◆ EXERCISE DIRECTIONS ◆
Copy out each line featuring the string "Sládkovičova" from the entries beneath.
┄┄┄┄┄┄┄┄┄┄┄┄┄┄┄┄┄┄┄┄
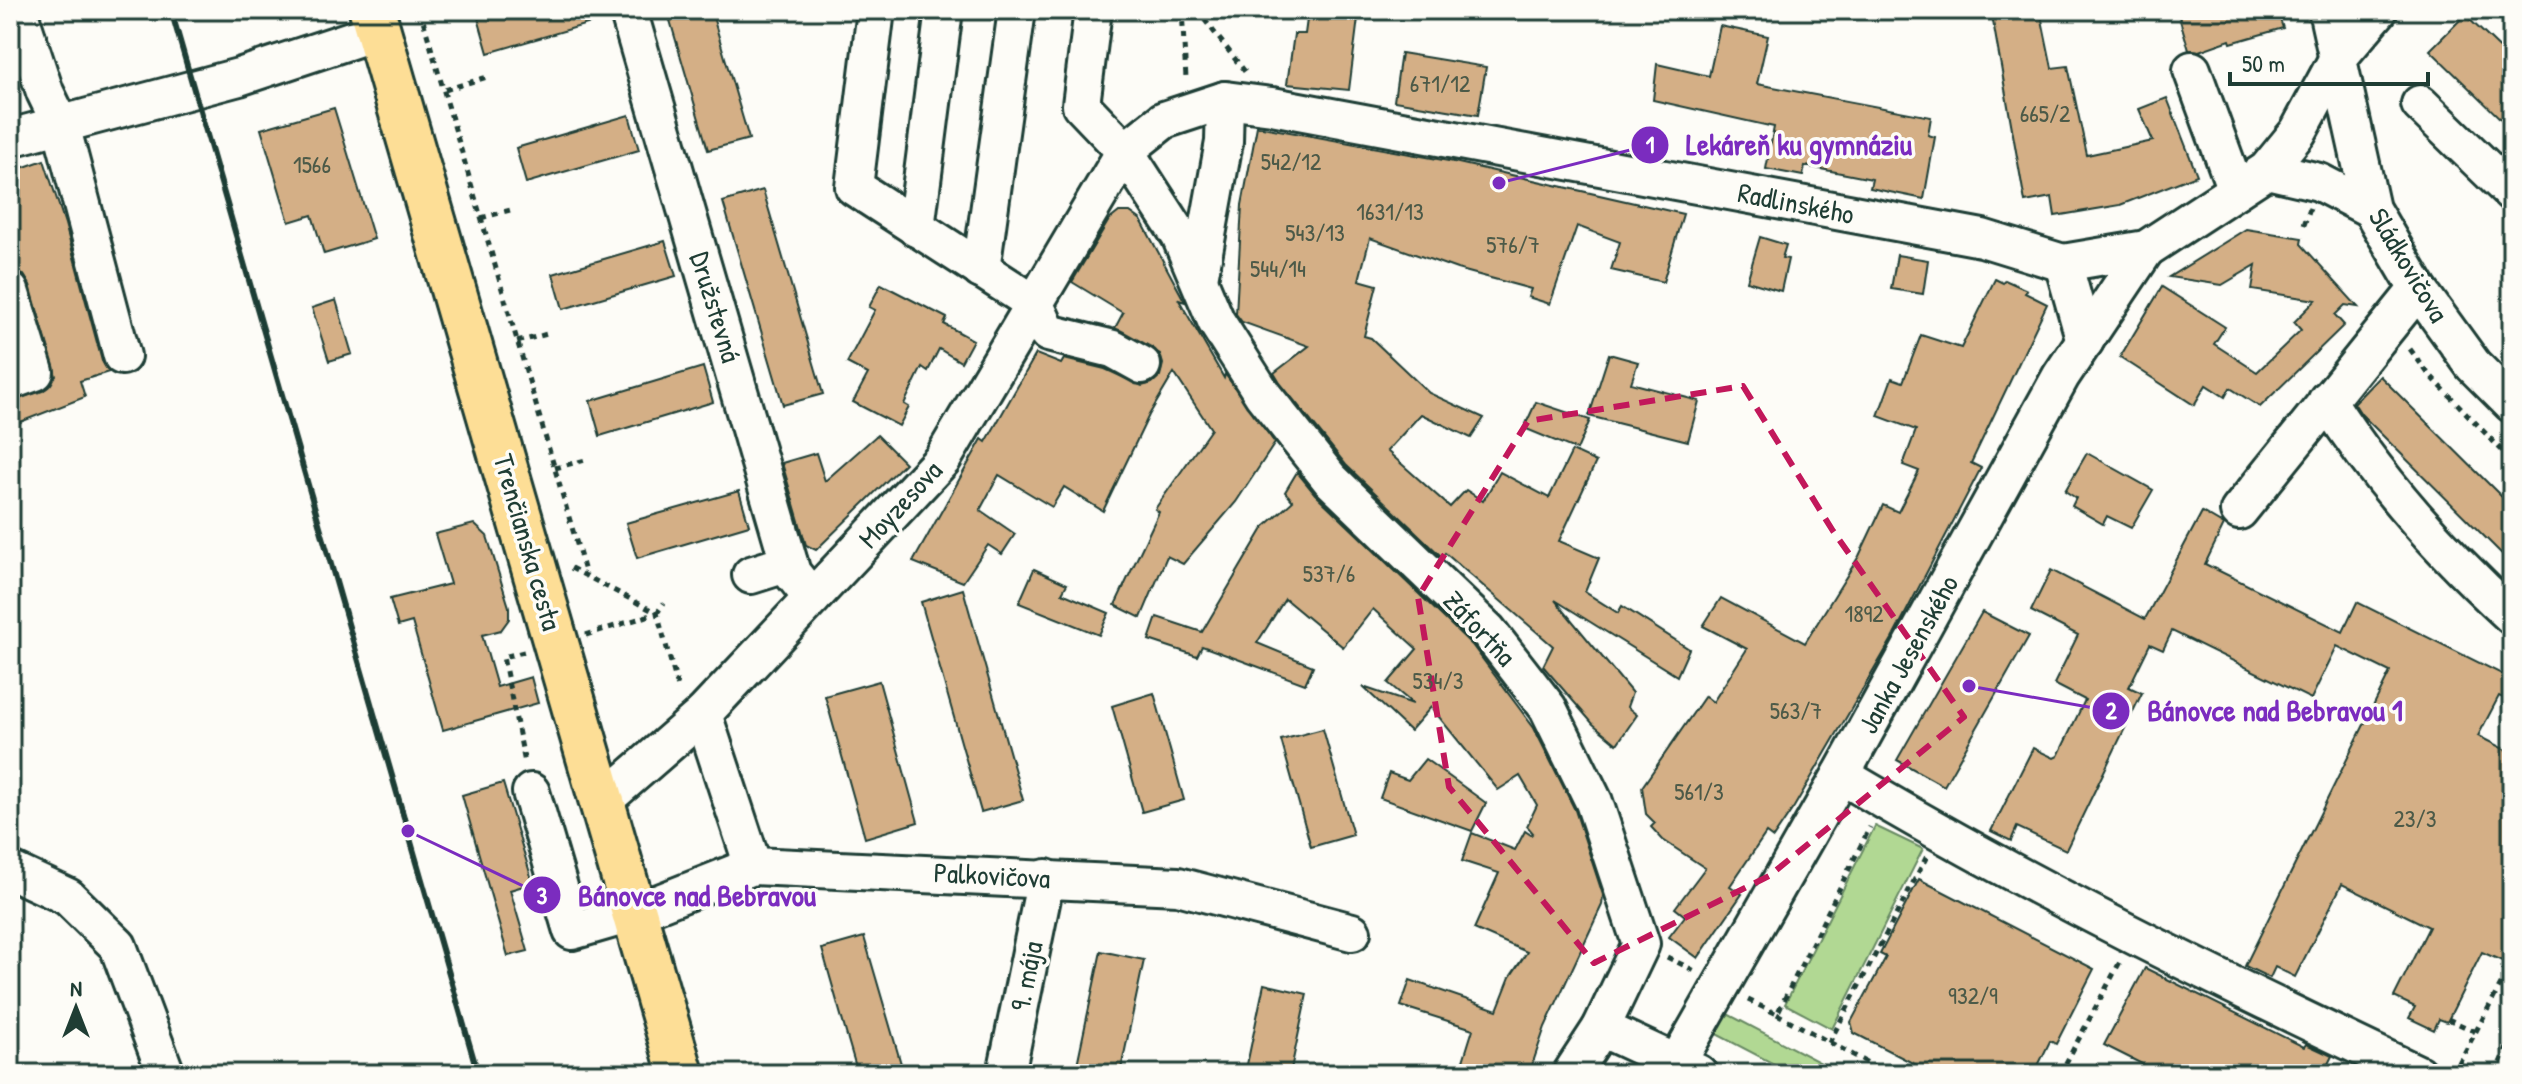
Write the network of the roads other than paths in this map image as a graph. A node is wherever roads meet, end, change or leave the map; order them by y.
1 (18, 10) edge
2 (628, 10) edge
3 (876, 10) edge
4 (944, 10) edge
5 (1017, 10) edge
6 (1093, 10) edge
7 (2327, 10) edge
8 (2379, 10) edge
9 (375, 21) edge
10 (2338, 58) junction
11 (2192, 70) dead end
12 (1236, 87) junction
13 (27, 89) edge
14 (2420, 104) dead end
15 (61, 125) junction
16 (10, 138) edge
17 (1125, 151) junction
18 (2267, 170) junction
19 (2236, 190) junction
20 (2512, 193) edge
21 (2371, 209) junction
22 (916, 228) junction
23 (2146, 249) junction
24 (2063, 263) junction
25 (981, 270) junction
26 (1199, 279) junction
27 (2418, 289) junction
28 (10, 291) edge
29 (1035, 304) junction
30 (2085, 341) junction
31 (122, 356) dead end
32 (1142, 365) dead end
33 (10, 381) edge
34 (2327, 400) junction
35 (2512, 404) edge
36 (2239, 511) dead end
37 (751, 575) dead end
38 (798, 578) junction
39 (2512, 616) edge
40 (691, 702) junction
41 (1841, 775) junction
42 (531, 792) road end
43 (603, 801) junction
44 (753, 866) junction
45 (10, 870) edge
46 (1046, 878) junction
47 (634, 913) junction
48 (1352, 932) dead end
49 (1601, 1028) junction
50 (1688, 1068) edge
51 (166, 1074) edge
52 (681, 1074) edge
53 (1006, 1074) edge
54 (1571, 1074) edge
55 (2418, 1074) edge

1 - 13 street
2 - 38 street, Družstevná
3 - 22 street
4 - 22 street
5 - 25 street
6 - 17 street, Záfortňa
7 - 10 street, Sládkovičova
8 - 10 street, Radlinského
9 - 15 street
9 - 43 main road, Trenčianska cesta
10 - 18 street, Radlinského
10 - 21 street, Sládkovičova
11 - 19 street
12 - 17 street, Radlinského
12 - 24 street, Radlinského
12 - 26 street
13 - 15 street
14 - 20 street
15 - 16 street
15 - 31 street
17 - 26 street, Záfortňa
17 - 29 street, Moyzesova
18 - 19 street, Radlinského
18 - 21 street
19 - 23 street, Radlinského
21 - 27 street, Sládkovičova
22 - 25 street
23 - 24 street, Radlinského
23 - 30 street, Janka Jesenského
24 - 30 street
25 - 29 street
26 - 49 street, Záfortňa
27 - 34 street
27 - 35 street, Sládkovičova
28 - 33 street
29 - 32 street
29 - 38 street, Moyzesova
30 - 41 street, Janka Jesenského
34 - 36 street
34 - 39 street
37 - 38 street
38 - 40 street, Moyzesova
40 - 43 street, Moyzesova
40 - 44 street
41 - 50 street, Janka Jesenského
41 - 55 street
42 - 47 street, Palkovičova
43 - 47 main road, Trenčianska cesta
44 - 46 street, Palkovičova
44 - 47 street, Palkovičova
45 - 51 street
46 - 48 street, Palkovičova
46 - 53 street, 9. mája
47 - 52 main road, Trenčianska cesta
49 - 50 street
49 - 54 street, Záfortňa

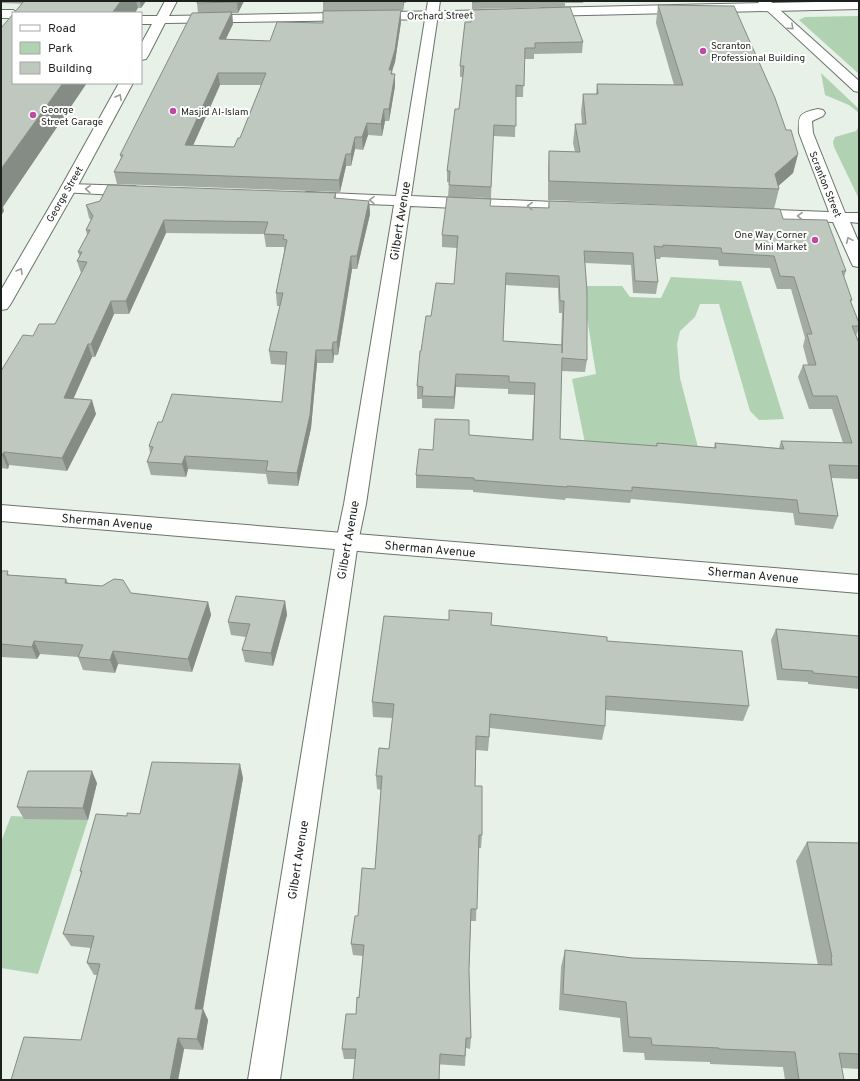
┄┄┄┄┄┄┄┄┄┄┄┄┄┄┄┄┄┄┄┄
◆ REPLY ◆
7 - 10 street, Sládkovičova
10 - 21 street, Sládkovičova
21 - 27 street, Sládkovičova
27 - 35 street, Sládkovičova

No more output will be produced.